Dataset content >>

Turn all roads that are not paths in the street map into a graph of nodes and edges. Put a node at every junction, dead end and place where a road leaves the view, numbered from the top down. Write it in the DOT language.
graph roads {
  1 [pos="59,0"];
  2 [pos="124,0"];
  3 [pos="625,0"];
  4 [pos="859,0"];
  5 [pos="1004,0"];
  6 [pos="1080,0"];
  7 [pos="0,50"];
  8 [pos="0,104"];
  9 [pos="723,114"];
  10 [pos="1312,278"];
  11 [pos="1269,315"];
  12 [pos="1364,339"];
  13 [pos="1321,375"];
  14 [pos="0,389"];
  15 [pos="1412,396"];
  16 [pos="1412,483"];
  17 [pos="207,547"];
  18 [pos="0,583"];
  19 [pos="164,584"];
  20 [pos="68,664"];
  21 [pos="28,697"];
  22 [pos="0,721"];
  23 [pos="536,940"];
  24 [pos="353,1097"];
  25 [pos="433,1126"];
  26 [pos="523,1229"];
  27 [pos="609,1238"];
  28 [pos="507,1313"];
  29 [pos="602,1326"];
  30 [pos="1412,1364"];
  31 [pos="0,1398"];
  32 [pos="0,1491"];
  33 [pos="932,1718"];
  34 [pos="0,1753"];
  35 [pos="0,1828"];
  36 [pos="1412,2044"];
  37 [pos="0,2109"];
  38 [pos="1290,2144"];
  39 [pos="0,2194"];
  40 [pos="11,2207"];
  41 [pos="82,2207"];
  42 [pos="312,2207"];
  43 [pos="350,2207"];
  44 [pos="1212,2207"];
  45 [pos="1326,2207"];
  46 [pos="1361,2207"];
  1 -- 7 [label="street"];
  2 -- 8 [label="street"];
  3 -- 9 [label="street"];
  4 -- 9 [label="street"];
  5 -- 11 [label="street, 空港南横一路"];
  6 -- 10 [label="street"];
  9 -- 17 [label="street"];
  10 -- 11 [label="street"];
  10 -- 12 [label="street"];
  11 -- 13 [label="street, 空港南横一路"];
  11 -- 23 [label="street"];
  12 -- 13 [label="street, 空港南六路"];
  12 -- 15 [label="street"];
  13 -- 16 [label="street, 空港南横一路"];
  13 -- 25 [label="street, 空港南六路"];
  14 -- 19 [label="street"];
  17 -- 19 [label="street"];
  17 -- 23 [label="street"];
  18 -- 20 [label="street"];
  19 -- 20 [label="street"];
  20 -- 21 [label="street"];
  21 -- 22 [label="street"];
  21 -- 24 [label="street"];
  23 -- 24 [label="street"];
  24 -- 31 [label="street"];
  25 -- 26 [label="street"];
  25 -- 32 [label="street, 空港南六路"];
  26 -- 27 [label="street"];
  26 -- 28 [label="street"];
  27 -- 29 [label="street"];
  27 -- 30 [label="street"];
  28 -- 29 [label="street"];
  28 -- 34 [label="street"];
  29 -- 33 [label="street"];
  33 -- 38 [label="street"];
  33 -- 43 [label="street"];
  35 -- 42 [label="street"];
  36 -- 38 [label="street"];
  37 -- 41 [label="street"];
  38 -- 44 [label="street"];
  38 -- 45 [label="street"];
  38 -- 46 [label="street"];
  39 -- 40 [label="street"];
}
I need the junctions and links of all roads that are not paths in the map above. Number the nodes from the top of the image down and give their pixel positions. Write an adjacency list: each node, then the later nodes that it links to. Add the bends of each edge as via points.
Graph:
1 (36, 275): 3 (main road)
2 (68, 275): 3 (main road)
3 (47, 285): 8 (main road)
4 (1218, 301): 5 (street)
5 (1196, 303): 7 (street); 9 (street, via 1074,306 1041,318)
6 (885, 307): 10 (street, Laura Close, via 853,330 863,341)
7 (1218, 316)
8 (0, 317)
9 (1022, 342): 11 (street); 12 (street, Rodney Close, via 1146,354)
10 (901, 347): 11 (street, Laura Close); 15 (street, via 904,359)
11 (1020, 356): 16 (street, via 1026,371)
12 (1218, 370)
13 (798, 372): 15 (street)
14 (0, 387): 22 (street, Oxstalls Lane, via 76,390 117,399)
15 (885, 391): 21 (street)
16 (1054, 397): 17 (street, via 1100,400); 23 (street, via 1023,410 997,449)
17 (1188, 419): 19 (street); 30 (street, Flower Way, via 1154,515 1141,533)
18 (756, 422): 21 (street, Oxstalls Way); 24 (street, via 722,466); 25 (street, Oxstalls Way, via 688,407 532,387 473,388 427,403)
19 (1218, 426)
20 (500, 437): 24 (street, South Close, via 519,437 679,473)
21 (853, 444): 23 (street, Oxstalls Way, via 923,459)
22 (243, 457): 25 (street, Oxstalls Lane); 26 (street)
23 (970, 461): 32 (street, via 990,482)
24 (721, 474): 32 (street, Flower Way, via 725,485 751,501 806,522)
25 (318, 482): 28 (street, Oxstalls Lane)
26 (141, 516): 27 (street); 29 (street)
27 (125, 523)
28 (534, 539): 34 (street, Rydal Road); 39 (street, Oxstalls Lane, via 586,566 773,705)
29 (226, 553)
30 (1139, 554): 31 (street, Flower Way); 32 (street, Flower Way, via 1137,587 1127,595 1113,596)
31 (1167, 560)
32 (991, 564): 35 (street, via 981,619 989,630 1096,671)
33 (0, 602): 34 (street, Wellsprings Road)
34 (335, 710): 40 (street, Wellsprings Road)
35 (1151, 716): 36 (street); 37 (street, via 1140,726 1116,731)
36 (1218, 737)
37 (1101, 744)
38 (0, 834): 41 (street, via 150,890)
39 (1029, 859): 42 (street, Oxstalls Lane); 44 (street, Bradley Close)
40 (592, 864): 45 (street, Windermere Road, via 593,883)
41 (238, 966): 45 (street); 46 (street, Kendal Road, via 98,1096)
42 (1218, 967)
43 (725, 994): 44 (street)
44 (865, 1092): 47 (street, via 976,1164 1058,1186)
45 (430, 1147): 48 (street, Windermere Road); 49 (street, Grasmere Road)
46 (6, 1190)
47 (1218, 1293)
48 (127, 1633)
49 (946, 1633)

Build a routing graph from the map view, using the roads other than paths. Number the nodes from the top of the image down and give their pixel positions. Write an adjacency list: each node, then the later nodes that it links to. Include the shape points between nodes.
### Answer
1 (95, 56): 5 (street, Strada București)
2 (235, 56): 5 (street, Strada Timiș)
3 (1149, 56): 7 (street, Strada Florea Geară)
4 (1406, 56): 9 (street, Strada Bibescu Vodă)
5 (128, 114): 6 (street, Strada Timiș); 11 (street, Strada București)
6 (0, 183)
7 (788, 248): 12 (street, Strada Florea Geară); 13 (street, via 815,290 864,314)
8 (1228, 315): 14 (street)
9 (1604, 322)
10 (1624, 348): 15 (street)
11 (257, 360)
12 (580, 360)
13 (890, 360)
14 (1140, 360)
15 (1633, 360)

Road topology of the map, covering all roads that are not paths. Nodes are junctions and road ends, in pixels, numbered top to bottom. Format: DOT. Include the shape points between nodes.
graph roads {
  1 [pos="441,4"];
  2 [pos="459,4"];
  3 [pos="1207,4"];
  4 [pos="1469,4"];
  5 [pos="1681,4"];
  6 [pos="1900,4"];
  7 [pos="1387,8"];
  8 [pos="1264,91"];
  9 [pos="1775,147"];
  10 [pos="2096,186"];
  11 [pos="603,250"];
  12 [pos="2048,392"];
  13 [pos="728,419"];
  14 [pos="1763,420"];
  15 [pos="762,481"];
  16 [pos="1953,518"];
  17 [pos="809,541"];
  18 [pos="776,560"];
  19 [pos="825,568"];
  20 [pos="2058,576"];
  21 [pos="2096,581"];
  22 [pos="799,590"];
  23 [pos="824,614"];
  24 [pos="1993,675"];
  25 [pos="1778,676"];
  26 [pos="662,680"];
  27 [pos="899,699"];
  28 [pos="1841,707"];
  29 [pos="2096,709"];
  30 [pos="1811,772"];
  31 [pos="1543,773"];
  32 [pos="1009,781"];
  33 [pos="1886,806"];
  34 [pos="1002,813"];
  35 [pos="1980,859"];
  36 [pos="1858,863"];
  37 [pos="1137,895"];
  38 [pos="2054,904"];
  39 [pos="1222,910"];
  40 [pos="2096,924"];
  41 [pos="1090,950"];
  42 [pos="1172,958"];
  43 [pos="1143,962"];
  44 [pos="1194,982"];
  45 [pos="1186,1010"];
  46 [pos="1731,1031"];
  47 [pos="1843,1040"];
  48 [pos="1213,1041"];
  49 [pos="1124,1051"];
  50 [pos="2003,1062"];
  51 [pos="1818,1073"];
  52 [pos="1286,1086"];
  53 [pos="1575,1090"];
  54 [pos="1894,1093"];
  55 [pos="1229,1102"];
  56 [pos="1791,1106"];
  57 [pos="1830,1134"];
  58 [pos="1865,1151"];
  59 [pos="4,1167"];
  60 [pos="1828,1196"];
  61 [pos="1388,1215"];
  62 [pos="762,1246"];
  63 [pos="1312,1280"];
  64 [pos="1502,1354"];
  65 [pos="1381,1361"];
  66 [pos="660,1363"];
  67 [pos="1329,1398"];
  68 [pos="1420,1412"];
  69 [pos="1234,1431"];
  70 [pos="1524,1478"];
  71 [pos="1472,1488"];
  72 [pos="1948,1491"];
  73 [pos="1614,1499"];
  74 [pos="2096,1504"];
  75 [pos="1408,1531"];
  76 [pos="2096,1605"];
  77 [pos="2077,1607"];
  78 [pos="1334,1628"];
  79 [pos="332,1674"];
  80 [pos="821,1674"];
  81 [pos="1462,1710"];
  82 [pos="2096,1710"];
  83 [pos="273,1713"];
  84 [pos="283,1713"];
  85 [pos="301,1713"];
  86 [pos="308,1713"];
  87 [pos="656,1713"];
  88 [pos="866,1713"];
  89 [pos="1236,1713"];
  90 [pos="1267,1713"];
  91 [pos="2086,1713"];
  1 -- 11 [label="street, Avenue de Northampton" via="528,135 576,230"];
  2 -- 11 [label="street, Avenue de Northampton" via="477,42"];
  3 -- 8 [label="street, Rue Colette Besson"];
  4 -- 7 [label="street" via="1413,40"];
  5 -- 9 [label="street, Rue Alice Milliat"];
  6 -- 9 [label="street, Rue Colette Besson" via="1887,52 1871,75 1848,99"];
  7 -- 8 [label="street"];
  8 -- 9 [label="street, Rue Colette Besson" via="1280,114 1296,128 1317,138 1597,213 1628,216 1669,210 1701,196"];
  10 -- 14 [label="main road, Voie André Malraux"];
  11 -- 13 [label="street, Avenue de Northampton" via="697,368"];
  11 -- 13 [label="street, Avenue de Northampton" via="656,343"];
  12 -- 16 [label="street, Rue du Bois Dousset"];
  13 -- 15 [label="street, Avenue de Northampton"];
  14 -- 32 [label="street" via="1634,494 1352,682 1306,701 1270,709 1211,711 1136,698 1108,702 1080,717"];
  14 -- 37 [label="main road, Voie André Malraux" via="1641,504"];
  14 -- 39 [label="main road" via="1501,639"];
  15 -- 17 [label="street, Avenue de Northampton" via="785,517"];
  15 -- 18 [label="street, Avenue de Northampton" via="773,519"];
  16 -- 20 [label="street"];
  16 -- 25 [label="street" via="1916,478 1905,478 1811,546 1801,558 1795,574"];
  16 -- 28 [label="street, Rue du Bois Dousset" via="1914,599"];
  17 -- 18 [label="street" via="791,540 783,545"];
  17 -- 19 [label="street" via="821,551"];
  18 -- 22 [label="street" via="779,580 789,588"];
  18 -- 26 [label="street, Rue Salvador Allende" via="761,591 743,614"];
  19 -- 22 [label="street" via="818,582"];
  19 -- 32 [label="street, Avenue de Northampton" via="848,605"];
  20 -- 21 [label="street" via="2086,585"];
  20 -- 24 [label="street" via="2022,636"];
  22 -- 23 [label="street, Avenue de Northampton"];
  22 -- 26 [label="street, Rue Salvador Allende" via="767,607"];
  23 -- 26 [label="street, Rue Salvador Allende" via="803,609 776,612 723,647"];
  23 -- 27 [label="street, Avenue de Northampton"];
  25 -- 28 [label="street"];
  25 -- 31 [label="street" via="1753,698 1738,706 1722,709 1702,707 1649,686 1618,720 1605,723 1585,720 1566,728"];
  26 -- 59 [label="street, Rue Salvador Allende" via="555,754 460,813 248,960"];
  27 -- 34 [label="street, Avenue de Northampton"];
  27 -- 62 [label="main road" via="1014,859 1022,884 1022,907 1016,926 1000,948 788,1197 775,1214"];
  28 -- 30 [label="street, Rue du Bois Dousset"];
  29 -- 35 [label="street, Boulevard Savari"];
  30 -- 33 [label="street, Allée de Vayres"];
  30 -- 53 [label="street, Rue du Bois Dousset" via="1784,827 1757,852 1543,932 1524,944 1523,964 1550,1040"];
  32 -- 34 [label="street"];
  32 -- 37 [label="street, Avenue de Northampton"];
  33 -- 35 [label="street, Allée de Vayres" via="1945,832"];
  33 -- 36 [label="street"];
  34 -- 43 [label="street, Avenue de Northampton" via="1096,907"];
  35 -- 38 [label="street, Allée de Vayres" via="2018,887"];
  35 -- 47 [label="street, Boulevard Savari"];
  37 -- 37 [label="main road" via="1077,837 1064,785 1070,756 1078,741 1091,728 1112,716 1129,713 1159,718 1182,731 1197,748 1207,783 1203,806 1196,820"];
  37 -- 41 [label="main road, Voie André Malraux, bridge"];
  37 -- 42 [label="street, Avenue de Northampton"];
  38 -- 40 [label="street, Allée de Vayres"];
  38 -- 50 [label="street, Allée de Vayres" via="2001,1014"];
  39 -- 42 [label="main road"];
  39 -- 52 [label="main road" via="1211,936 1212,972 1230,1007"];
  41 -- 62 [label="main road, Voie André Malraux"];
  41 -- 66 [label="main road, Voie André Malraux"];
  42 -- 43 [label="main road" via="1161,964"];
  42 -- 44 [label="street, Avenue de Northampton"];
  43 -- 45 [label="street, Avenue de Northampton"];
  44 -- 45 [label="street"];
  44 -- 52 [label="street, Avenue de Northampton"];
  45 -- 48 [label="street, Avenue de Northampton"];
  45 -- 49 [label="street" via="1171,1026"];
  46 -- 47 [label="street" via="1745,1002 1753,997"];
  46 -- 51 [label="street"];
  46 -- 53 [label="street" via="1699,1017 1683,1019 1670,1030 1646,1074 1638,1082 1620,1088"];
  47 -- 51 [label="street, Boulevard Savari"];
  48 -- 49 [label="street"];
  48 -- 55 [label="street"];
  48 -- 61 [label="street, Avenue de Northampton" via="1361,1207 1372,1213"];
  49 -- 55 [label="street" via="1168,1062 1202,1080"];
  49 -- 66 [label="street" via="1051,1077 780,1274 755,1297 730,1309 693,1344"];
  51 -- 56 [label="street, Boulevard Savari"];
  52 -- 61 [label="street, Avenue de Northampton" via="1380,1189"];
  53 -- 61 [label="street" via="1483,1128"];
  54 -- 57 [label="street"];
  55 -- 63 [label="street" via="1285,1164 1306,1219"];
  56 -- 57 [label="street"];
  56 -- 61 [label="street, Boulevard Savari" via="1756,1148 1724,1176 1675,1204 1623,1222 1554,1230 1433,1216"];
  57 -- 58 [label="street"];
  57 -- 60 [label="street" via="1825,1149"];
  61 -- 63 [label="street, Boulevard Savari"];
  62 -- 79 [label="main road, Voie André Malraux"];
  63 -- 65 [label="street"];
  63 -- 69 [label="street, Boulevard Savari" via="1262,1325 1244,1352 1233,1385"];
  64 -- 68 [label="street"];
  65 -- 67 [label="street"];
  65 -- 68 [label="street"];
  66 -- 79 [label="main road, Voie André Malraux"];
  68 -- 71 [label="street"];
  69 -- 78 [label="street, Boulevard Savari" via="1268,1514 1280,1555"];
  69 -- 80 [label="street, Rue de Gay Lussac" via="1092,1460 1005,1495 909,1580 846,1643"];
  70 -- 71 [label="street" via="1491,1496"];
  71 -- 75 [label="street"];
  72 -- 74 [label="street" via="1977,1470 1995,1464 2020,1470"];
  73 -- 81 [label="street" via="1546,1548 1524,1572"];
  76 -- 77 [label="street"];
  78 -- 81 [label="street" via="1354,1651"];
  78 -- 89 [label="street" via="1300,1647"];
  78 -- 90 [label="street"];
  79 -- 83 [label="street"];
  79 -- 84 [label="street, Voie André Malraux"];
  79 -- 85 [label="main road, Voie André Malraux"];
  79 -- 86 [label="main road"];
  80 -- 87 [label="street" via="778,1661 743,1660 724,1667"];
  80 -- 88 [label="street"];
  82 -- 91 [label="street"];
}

Assignment >>
Copy out each line of the records where the string "paths" appears.

Response area >>
Turn all roads that are not paths in the street map into a graph of nodes and edges. Put a node at every junction, dead end and place where a road leaves the view, numbered from the top down. Write it in the DOT language.
I need the junctions and links of all roads that are not paths in the map above. Number the nodes from the top of the image down and give their pixel positions. Write an adjacency list: each node, then the later nodes that it links to. Add the bends of each edge as via points.
Build a routing graph from the map view, using the roads other than paths. Number the nodes from the top of the image down and give their pixel positions. Write an adjacency list: each node, then the later nodes that it links to. Include the shape points between nodes.
Road topology of the map, covering all roads that are not paths. Nodes are junctions and road ends, in pixels, numbered top to bottom. Format: DOT. Include the shape points between nodes.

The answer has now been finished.